The thing is, none of these aspects of teaching are going to go away.  Some of them may continue to get worse.  Others may improve.  But none of them are going to disappear off the plate of the teacher.  (Things rarely do….)  So what do we do?  Do we continue to complain and sound perpetually unhappy (or even worse feel perpetually unhappy)?

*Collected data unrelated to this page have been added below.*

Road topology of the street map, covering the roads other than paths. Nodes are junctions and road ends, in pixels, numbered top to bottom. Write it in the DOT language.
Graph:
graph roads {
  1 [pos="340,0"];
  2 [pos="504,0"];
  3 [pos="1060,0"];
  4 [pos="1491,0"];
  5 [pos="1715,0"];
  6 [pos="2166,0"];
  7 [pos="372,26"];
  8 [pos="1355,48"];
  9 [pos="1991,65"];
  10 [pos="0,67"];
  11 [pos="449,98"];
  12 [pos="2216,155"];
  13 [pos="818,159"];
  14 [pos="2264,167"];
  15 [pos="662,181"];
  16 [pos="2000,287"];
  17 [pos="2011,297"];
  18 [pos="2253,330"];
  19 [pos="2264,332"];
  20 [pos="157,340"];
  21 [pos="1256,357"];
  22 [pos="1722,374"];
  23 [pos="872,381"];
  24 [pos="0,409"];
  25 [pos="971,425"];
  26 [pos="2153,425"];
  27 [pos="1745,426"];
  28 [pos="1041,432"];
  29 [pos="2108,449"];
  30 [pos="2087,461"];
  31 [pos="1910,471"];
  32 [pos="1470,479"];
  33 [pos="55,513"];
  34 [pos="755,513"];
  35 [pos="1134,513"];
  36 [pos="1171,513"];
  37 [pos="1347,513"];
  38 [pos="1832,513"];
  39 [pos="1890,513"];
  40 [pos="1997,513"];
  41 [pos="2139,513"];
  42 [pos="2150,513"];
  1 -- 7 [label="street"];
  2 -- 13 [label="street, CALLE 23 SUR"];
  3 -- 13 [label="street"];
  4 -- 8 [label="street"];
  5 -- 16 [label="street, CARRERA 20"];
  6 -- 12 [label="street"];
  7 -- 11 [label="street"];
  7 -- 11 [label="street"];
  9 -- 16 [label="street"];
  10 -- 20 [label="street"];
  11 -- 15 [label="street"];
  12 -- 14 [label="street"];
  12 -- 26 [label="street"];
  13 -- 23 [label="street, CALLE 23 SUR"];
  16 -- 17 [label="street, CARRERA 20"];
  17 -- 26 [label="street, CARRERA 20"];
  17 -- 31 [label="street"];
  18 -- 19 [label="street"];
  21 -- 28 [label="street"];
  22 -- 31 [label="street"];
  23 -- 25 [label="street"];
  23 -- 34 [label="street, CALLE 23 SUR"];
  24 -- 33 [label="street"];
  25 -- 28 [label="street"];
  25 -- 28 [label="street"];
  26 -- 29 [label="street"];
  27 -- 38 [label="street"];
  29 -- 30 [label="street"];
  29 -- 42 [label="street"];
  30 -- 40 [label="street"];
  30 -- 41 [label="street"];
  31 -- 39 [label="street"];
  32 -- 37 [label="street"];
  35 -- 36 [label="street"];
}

This conversation, my nerdy research and my work with teachers inspired me to write Be Fabulous.  And while I think we need to continue to raise hell about the education issues we feel passionate about, we also need to be able to smile as we face our classrooms and ourselves.  (Am I getting too self-helpy?  Just let me know…for reals.  A little smack or something.)  I hope that it helps you refocus your energy and take back some of the control of not only your classroom, but your teaching career.  At the very least, I hope it’s an entertaining read that leaves you with a few ideas and a lot of laughs.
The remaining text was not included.